Three identical filters were manufactured by a high-precision CNC milling machine, the principal CAD model is shown in Fig. 1 (a). The diameter of the cutter is critical for the realization of the filter. The smallest dimension is given by the parameter d13 = 0.36 mm. Therefore, a cutter of diameter dc = 0.3 mm was chosen. Furthermore, all cavities have radii of r = 0.2 mm in the edges to account for the cutter radius. The filters were manufactured with the Roeders RXP400 HSC milling machine. This type of milling machine is characterized by a very high manufacturing accuracy and small tolerances. The high accuracy can mainly be achieved due to several features:

  • The rotational frequency of the cutter is extremely high. E.g., according to specifications from the manufacturer, a cutter with diameter of 0.3 mm requires a rotational speed of 45,000 rpm.

  • The milling machine contains a temperature compensation for fluctuations in the ambient temperature to increase the tool guidance in x-, y-, and z-direction.

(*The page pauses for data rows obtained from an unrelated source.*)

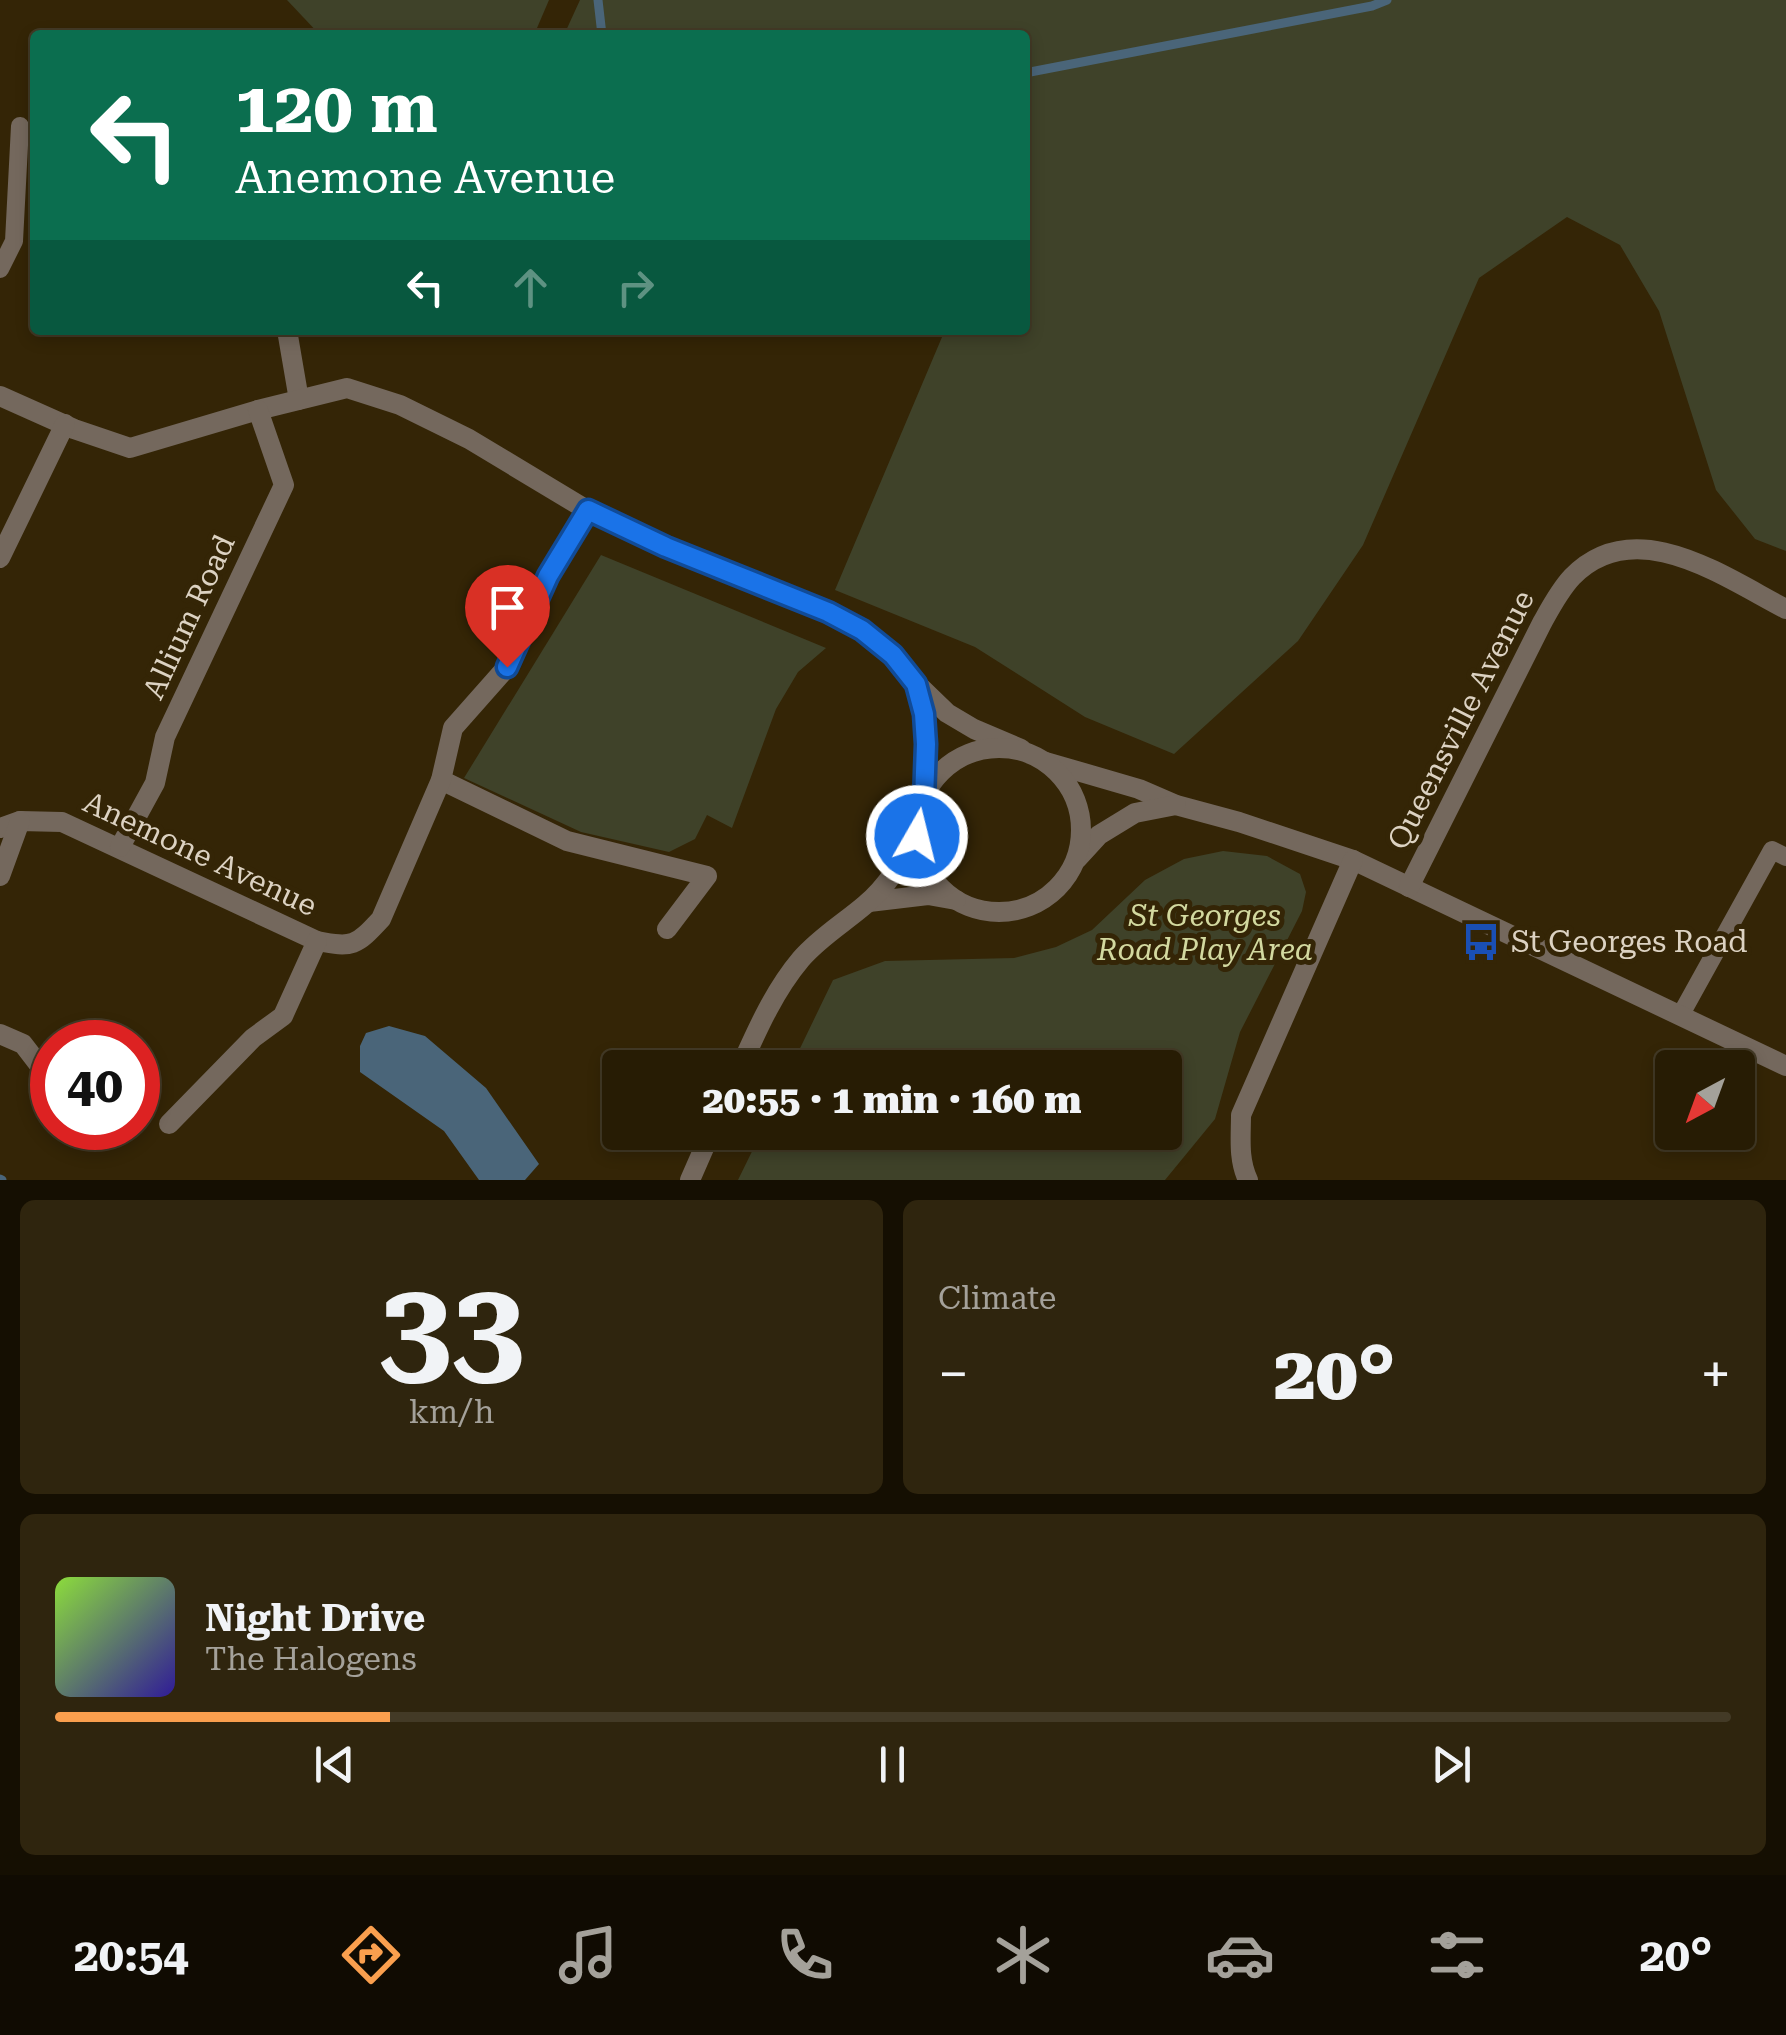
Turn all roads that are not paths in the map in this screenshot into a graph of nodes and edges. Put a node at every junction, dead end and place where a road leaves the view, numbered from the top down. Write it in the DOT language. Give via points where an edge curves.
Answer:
graph roads {
  1 [pos="20,126"];
  2 [pos="0,269"];
  3 [pos="288,335"];
  4 [pos="0,396"];
  5 [pos="299,400"];
  6 [pos="258,410"];
  7 [pos="64,424"];
  8 [pos="588,510"];
  9 [pos="0,558"];
  10 [pos="1786,609"];
  11 [pos="916,684"];
  12 [pos="1020,750"];
  13 [pos="1046,762"];
  14 [pos="441,780"];
  15 [pos="924,800"];
  16 [pos="1176,805"];
  17 [pos="10,825"];
  18 [pos="917,836"];
  19 [pos="120,847"];
  20 [pos="1786,857"];
  21 [pos="1077,858"];
  22 [pos="1352,860"];
  23 [pos="0,876"];
  24 [pos="1409,887"];
  25 [pos="956,900"];
  26 [pos="869,902"];
  27 [pos="666,928"];
  28 [pos="317,941"];
  29 [pos="1680,1016"];
  30 [pos="0,1034"];
  31 [pos="748,1050"];
  32 [pos="30,1053"];
  33 [pos="1786,1066"];
  34 [pos="170,1124"];
  35 [pos="703,1150"];
  36 [pos="690,1180"];
  37 [pos="1248,1180"];
  1 -- 2 [label="lane" via="14,241"];
  3 -- 5 [label="street"];
  4 -- 7 [label="street"];
  5 -- 6 [label="street"];
  5 -- 8 [label="street" via="347,388 400,405"];
  6 -- 7 [label="street" via="130,448"];
  6 -- 19 [label="street, Allium Road" via="284,485 166,737 156,783"];
  7 -- 9 [label="street"];
  8 -- 11 [label="street" via="862,630"];
  8 -- 14 [label="street, Anemone Avenue" via="548,576 507,667 453,728"];
  10 -- 24 [label="street, Queensville Avenue" via="1700,564 1647,548 1619,551 1574,575 1542,623"];
  11 -- 12 [label="street" via="947,712"];
  11 -- 15 [label="street" via="924,714"];
  12 -- 13 [label="street"];
  12 -- 15 [label="street" via="992,747 964,755 937,776"];
  13 -- 16 [label="street"];
  13 -- 21 [label="street" via="1072,790 1080,811"];
  14 -- 27 [label="street" via="568,841 707,876"];
  14 -- 28 [label="street, Anemone Avenue" via="381,919 345,947"];
  15 -- 18 [label="street"];
  16 -- 21 [label="street" via="1135,814 1099,835"];
  16 -- 22 [label="street"];
  17 -- 19 [label="street, Anemone Avenue" via="62,822"];
  17 -- 23 [label="street"];
  18 -- 25 [label="street" via="924,862"];
  18 -- 26 [label="street"];
  19 -- 28 [label="street, Anemone Avenue"];
  20 -- 29 [label="lane" via="1772,850"];
  21 -- 25 [label="street" via="1062,883 1036,904 1008,912"];
  22 -- 24 [label="street"];
  22 -- 37 [label="street" via="1241,1114 1240,1152"];
  24 -- 29 [label="street"];
  25 -- 26 [label="street"];
  26 -- 31 [label="street" via="800,960"];
  28 -- 34 [label="street, Anemone Avenue" via="283,1016"];
  29 -- 33 [label="street"];
  30 -- 32 [label="street"];
  35 -- 36 [label="street"];
}
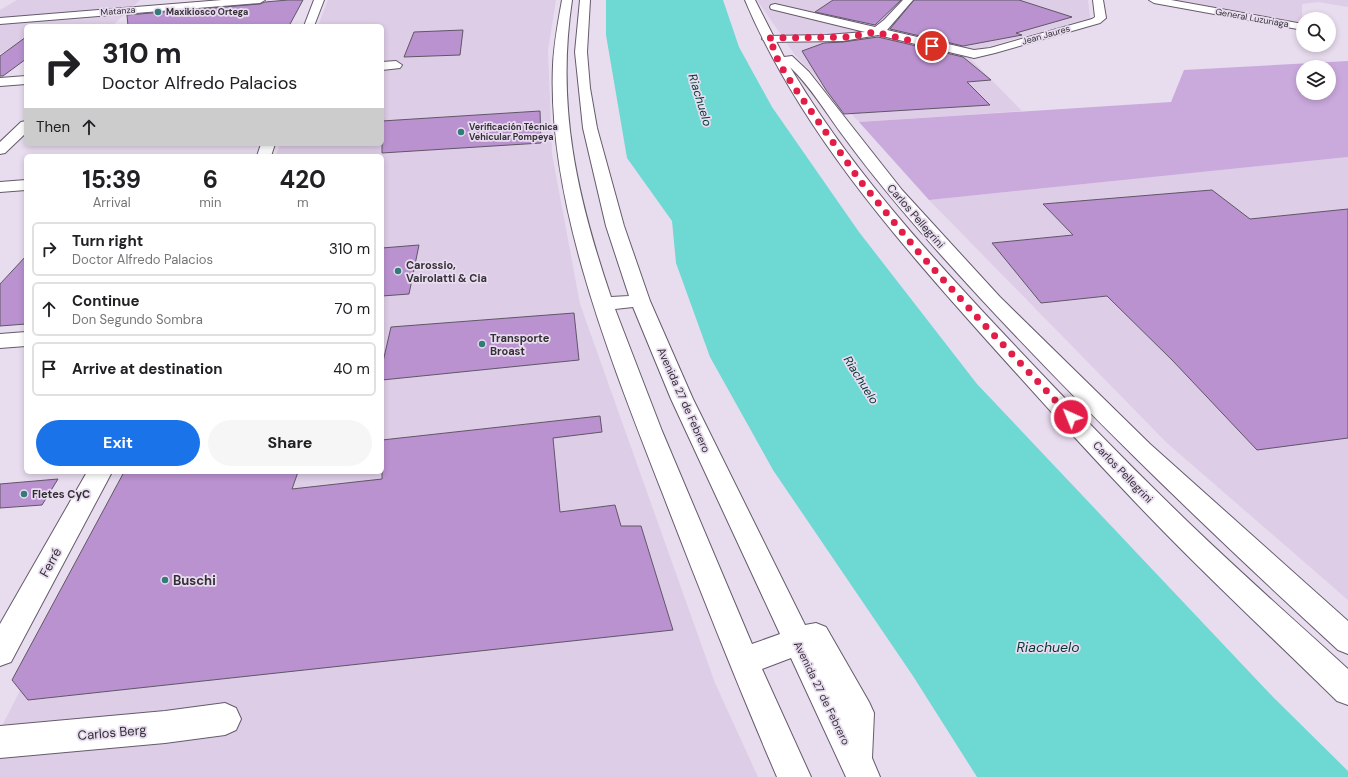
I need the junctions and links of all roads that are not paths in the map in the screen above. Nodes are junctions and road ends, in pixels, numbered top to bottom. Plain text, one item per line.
1 (151, 0) edge
2 (260, 0) edge
3 (319, 0) edge
4 (567, 0) edge
5 (585, 0) edge
6 (750, 0) edge
7 (908, 0) edge
8 (1098, 0) edge
9 (1154, 0) edge
10 (779, 4) edge
11 (142, 9) junction
12 (756, 14) junction
13 (0, 21) edge
14 (130, 23) dead end
15 (310, 24) edge
16 (1296, 26) edge
17 (875, 32) junction
18 (771, 43) junction
19 (396, 65) dead end
20 (384, 66) edge
21 (24, 80) edge
22 (0, 82) edge
23 (24, 127) edge
24 (0, 150) edge
25 (24, 185) edge
26 (0, 187) edge
27 (640, 301) junction
28 (603, 304) junction
29 (24, 339) edge
30 (0, 341) edge
31 (99, 474) edge
32 (1348, 640) edge
33 (798, 642) junction
34 (0, 652) edge
35 (743, 662) junction
36 (1348, 690) edge
37 (225, 719) dead end
38 (0, 742) edge
39 (859, 769) edge
40 (794, 777) edge

1 - 11 main road
2 - 11 main road, Matanza
3 - 15 main road
4 - 28 main road
5 - 27 main road, Avenida 27 de Febrero
6 - 12 main road, Carlos Pellegrini
7 - 17 main road
8 - 17 main road, Jean Jaures
9 - 16 main road, General Luzuriaga
10 - 12 main road
10 - 17 main road
11 - 13 main road, Matanza
11 - 14 main road
12 - 18 main road, Carlos Pellegrini
17 - 18 main road
18 - 32 main road, Carlos Pellegrini
18 - 36 main road, Carlos Pellegrini
19 - 20 main road
21 - 22 main road
23 - 24 main road
25 - 26 main road
27 - 28 main road
27 - 33 main road, Avenida 27 de Febrero
28 - 35 main road
29 - 30 main road
31 - 34 main road, Ferré
33 - 35 main road
33 - 39 main road, Avenida 27 de Febrero
35 - 40 main road
37 - 38 main road, Carlos Berg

  • Furthermore, each cutter is shrinked into the spindle which is very important to achieve a high manufacturing repeatability.

  • A mechanical resonance compensation of the spindle further increases the manufacturing accuracy. If a mechanical resonance at the current rotational frequency is detected, the milling machine only works at rotational frequencies slightly below and above this resonance.

The properties of the milling process in terms of cutting speed, feed rate, and rotational speed are often defined by the manufacturer of the cutter. For the 0.3 mm cutter the settings as shown in Table 1 were used in dependence of the current work step.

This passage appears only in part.